Fix: Request an itemized estimate before booking.
Prevent it: Ask, “What is not included in the nightly rate?”

Problem 2: Choosing a facility without checking credentials
This happens when owners rely only on photos or online reviews. Clean marketing does not prove safe handling, vaccine rules, or emergency readiness.
Fix: Tour the facility, ask about staff training, and confirm vaccine policies.
Prevent it: Use a checklist for supervision, cleaning, grouping, emergency care, and medication records.

Problem 3: Not preparing for separation stress
This happens when a pet has never slept away from home, never used a crate, or never spent time around unfamiliar animals.
Fix: Start with daycare, a half-day visit, or one trial night.
Prevent it: Keep routines consistent and bring approved familiar items.

Problem 4: Overlooking medical or dietary needs
This happens when owners assume staff will know how to manage allergies, senior care, supplements, or medication timing.
Fix: Provide written instructions and labeled supplies.
Prevent it: Ask how the facility logs medication and whether extra fees apply.

As of summer 2026, veterinarians and boarding providers continue to emphasize updated vaccines, parasite prevention, medication instructions, diet notes, and health checks before boarding, especially for pets with age-related or medical needs.

Conclusion

Pet hotel prices vary because every stay includes different housing, supervision, pet size, location, and service requirements. The clearest answer to “how much is pet hotel per night” is that basic care may start near budget boarding rates, while premium suites, large dogs, holidays, grooming, medication, and extra enrichment can push the cost much higher.

Cats usually cost less than dogs, long-term boarding may reduce the per-night rate, and pet sitting may be cheaper or more expensive depending on whether the service is a short visit, overnight stay, or extended care. The best action step is to request itemized quotes from at least two pet hotels and one pet sitter, then compare what is included, what costs extra, and which option best fits the pet’s health, temperament, and routine.

FAQ

How much does a pet hotel cost per night on average?

A pet hotel usually costs from budget nightly boarding rates to premium luxury rates, depending on pet type, size, city, room type, and services. Current 2026 data places dog boarding broadly around $33 to $185 per night and cat boarding around $22 to $108 per night.

Is it cheaper to board a cat than a dog?

Yes, boarding a cat is usually cheaper than boarding a dog because cats often need smaller accommodations, fewer exercise sessions, and less active staff handling. However, premium cat condos, medication, special diets, and holiday dates can raise the total cost.

What’s included in a typical pet hotel stay?

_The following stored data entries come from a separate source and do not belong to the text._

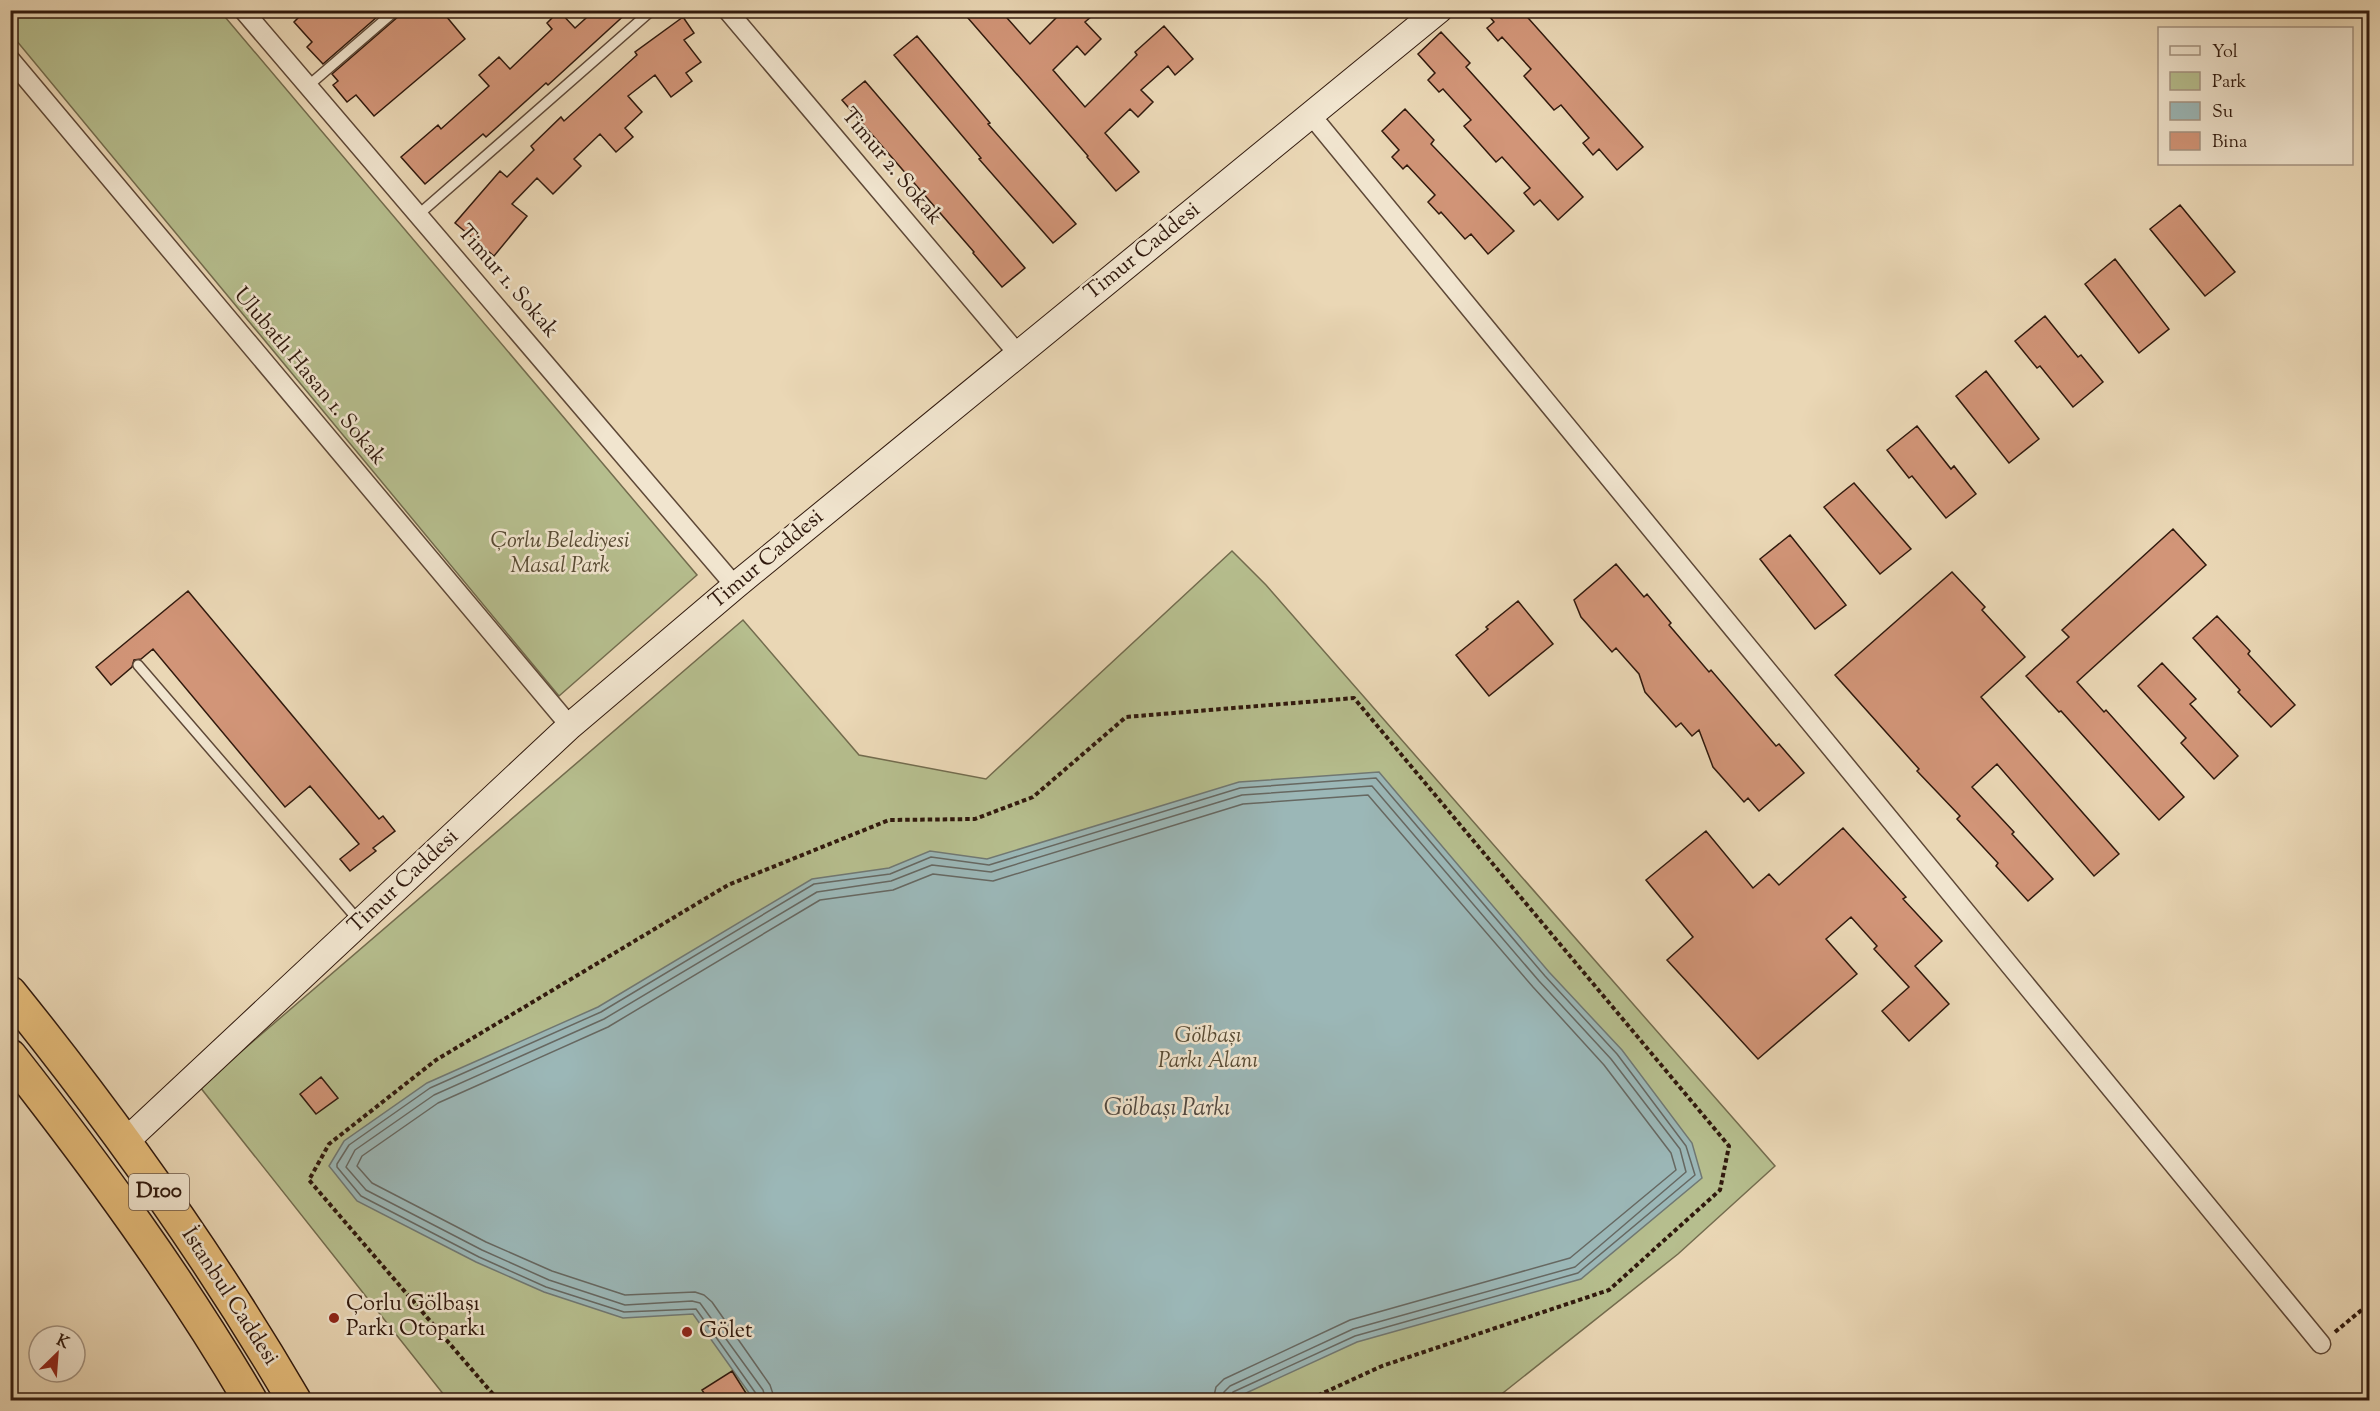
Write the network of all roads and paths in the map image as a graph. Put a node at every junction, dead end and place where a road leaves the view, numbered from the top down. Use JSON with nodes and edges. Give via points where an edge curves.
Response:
{"nodes":[{"id":1,"x":243,"y":10,"type":"edge"},
{"id":2,"x":396,"y":10,"type":"edge"},
{"id":3,"x":652,"y":10,"type":"edge"},
{"id":4,"x":727,"y":10,"type":"edge"},
{"id":5,"x":1439,"y":10,"type":"edge"},
{"id":6,"x":10,"y":59,"type":"edge"},
{"id":7,"x":308,"y":86,"type":"junction"},
{"id":8,"x":1311,"y":115,"type":"junction"},
{"id":9,"x":418,"y":215,"type":"junction"},
{"id":10,"x":1018,"y":354,"type":"junction"},
{"id":11,"x":735,"y":586,"type":"junction"},
{"id":12,"x":138,"y":665,"type":"dead end"},
{"id":13,"x":570,"y":726,"type":"junction"},
{"id":14,"x":360,"y":923,"type":"junction"},
{"id":15,"x":10,"y":993,"type":"edge"},
{"id":16,"x":10,"y":1056,"type":"edge"},
{"id":17,"x":125,"y":1142,"type":"junction"},
{"id":18,"x":2370,"y":1303,"type":"edge"},
{"id":19,"x":2321,"y":1344,"type":"joint"},
{"id":20,"x":250,"y":1401,"type":"edge"},
{"id":21,"x":294,"y":1401,"type":"edge"},
{"id":22,"x":498,"y":1401,"type":"edge"},
{"id":23,"x":1308,"y":1401,"type":"edge"}],
"edges":[{"from":1,"to":7,"type":"street","name":"Timur 1. Sokak"},
{"from":2,"to":7,"type":"lane"},
{"from":3,"to":9,"type":"lane"},
{"from":4,"to":10,"type":"street","name":"Timur 2. Sokak"},
{"from":5,"to":8,"type":"street","name":"Timur Caddesi"},
{"from":6,"to":13,"type":"street","name":"Ulubatlı Hasan 1. Sokak"},
{"from":7,"to":9,"type":"street","name":"Timur 1. Sokak"},
{"from":8,"to":10,"type":"street","name":"Timur Caddesi"},
{"from":8,"to":19,"type":"street"},
{"from":9,"to":11,"type":"street","name":"Timur 1. Sokak"},
{"from":10,"to":11,"type":"street","name":"Timur Caddesi"},
{"from":11,"to":13,"type":"street","name":"Timur Caddesi"},
{"from":12,"to":14,"type":"lane"},
{"from":13,"to":14,"type":"street","name":"Timur Caddesi"},
{"from":14,"to":17,"type":"street","name":"Timur Caddesi"},
{"from":15,"to":17,"type":"highway","name":"İstanbul Caddesi","number":"D100"},
{"from":16,"to":20,"type":"highway","name":"İstanbul Caddesi","number":"D100","via":[[159,1255]]},
{"from":17,"to":21,"type":"highway","name":"İstanbul Caddesi","number":"D100","via":[[195,1243]]},
{"from":18,"to":19,"type":"path"},
{"from":22,"to":23,"type":"path","via":[[309,1180],[329,1144],[436,1060],[728,885],[889,820],[975,819],[1033,797],[1126,717],[1354,698],[1729,1146],[1720,1190],[1609,1290],[1382,1366]]}]}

A typical pet hotel stay includes overnight housing, feeding, water, cleaning, basic supervision, and scheduled bathroom or litter care. Depending on the facility, playtime, walks, grooming, medication, webcams, treats, and private enrichment may be included or charged separately.

How do pet hotel prices compare to hiring a pet sitter?

Pet hotels charge mainly by the night and room type, while pet sitters may charge by visit, hour, day, overnight, or 24-hour period. Pet hotels may offer more structured facility supervision, while sitters may offer more familiar home-based care.

Do pet hotels offer discounts for longer stays?

Many pet hotels offer weekly, multi-day, or monthly discounts, but policies vary by facility. Owners should ask whether the discount applies only to the room rate or also to add-ons such as medication, playtime, grooming, or holiday care.

What should I ask a pet hotel before booking?

Ask about nightly rates, what is included, vaccine requirements, staff supervision, overnight monitoring, emergency procedures, cleaning routines, playgroup rules, medication fees, cancellation policies, and whether you can tour the facility before booking.